Say that you originally constructed a portfolio of 60% stocks, 30% bonds and 10% cash. If left alone over a 20-year period, that portfolio could easily morph into a blend of 84% stocks, 13% bonds, and 3% cash. Presumably, you set up your original allocation to match your needs and your risk tolerance. If neither has changed, your allocation shouldn’t either. For example, if stocks take over your portfolio (as they did in our example), your returns may rise but so will your risk. Moreover, you may find yourself with insufficient cash on hand to meet short-term needs. The only way to return the portfolio to the original risk level is by buying and selling funds until you reach your original allocation. That’s what rebalancing is.

Our Rebalancing Principles

The prospect of frequently rebalancing your portfolio can leave you reeling. Relax. Rebalancing your portfolio doesn’t have to be a juggling act if you follow our guidelines.

Don't rebalance too often: You needn’t worry about rebalancing every quarter, or even every year. Morningstar has found that investors who rebalanced their investments at 18-month intervals reaped many of the same benefits as those who rebalanced more often. Moreover, investors who rebalance less frequently save themselves unnecessary labour and, in the case of taxable investments, a good bit of money. That’s because rebalancing requires paring back the winners, which means realising capital gains and, for the taxable investor, paying the state. We’re not saying you should only look at your portfolio every 18 months—in fact, we think you should monitor your portfolio regularly to watch out for manager or strategy changes at your individual funds. But resist the urge to tinker unless one of your funds has significantly changed its strategy.

If you rebalance just one thing, make it the stock/bond split: Your cash and bond stakes are vital to keeping your portfolio’s risk in check.
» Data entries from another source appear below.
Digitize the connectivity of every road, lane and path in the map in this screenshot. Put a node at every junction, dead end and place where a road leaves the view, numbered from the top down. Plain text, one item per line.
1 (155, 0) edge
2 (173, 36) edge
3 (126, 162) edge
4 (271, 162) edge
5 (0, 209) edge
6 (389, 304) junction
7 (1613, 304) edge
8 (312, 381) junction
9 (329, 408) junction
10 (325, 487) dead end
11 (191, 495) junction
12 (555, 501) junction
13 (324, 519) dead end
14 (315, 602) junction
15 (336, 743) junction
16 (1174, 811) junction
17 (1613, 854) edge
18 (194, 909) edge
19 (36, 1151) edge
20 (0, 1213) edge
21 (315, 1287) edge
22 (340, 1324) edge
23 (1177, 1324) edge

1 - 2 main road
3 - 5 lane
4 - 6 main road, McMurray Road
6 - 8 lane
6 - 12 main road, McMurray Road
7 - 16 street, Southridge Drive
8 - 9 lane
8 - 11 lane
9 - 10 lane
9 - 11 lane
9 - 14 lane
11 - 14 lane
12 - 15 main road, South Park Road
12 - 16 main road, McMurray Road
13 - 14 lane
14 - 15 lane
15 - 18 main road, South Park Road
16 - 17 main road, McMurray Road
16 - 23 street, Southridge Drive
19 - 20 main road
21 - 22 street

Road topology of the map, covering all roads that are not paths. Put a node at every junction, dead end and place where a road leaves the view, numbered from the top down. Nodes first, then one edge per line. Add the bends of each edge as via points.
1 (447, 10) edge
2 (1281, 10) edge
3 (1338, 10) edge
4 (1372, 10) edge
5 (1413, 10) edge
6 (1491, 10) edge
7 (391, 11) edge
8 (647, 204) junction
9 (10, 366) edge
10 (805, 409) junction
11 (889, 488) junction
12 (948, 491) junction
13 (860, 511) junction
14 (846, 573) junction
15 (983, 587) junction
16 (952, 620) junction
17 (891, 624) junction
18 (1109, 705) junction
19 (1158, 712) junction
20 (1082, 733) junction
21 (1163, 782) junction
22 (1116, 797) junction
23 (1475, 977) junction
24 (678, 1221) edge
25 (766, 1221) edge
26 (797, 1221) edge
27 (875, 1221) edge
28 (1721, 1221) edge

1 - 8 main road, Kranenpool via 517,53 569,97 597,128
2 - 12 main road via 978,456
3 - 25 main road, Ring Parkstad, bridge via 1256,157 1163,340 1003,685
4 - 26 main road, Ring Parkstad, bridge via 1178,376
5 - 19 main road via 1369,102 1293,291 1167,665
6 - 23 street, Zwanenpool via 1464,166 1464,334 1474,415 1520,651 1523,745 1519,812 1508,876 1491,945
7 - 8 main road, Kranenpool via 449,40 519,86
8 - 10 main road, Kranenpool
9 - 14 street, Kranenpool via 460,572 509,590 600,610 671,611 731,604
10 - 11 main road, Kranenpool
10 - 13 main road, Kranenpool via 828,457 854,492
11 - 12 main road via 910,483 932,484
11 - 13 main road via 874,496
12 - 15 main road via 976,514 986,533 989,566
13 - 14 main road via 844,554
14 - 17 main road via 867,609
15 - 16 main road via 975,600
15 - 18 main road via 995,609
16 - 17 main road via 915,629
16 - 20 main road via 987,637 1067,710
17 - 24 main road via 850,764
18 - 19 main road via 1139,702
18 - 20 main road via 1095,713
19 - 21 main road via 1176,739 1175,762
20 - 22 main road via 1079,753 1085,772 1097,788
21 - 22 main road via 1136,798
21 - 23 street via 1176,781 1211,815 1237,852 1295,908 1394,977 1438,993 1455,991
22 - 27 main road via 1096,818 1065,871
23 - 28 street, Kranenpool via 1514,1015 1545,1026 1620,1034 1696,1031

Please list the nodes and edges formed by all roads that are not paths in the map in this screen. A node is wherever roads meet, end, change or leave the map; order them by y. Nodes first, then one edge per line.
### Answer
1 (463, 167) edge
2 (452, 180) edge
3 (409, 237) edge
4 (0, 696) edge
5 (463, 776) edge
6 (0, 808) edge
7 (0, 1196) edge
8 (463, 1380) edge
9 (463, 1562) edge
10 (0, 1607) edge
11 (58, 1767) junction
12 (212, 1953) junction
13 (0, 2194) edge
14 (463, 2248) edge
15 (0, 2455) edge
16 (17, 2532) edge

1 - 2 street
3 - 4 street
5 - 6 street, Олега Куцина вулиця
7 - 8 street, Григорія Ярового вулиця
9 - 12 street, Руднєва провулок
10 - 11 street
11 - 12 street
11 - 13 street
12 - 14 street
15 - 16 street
Because bonds don’t generally move in sync with your stock investments, a simple strategy of restoring your cash and bond funds to their original weightings every 18 months will dramatically lower your portfolio’s overall risk.

Rebalance sub-asset classes and investment styles by the numbers: Like any good concept, rebalancing can be taken to extremes. Some investors follow very detailed asset allocations that involve, say, putting 20% of their portfolio in large-growth funds and 15% in small-value funds. They then rebalance when the large-growth/small-value allocation gets out of whack, as well as when their overall stock/bond/cash allocation goes awry. That stock/bond/cash allocation clearly should be your rebalancing priority, as we’ve pointed out. When it comes to sub-asset classes or investment styles, we’ve found that readjusting whenever one style takes up one quarter more or less than its original portfolio position can be an effective strategy. For example, you’d want to rebalance when the fund to which you devoted 20% of your portfolio rises to 25% or sinks to 15%.

Use new money to restore balance: Taxable investors take note: When adding fresh pounds to your portfolio, add to your laggards to avoid the tax consequences of selling your winners. If you don’t have new money to put to work, consider having your funds’ income paid into a money market account, then using that cash for rebalancing.

The information contained within is for educational and informational purposes ONLY. It is not intended nor should it be considered an invitation or inducement to buy or sell a security or securities noted within nor should it be viewed as a communication intended to persuade or incite you to buy or sell security or securities noted within. Any commentary provided is the opinion of the author and should not be considered a personalised recommendation. The information contained within should not be a person's sole basis for making an investment decision. Please contact your financial professional before making an investment decision.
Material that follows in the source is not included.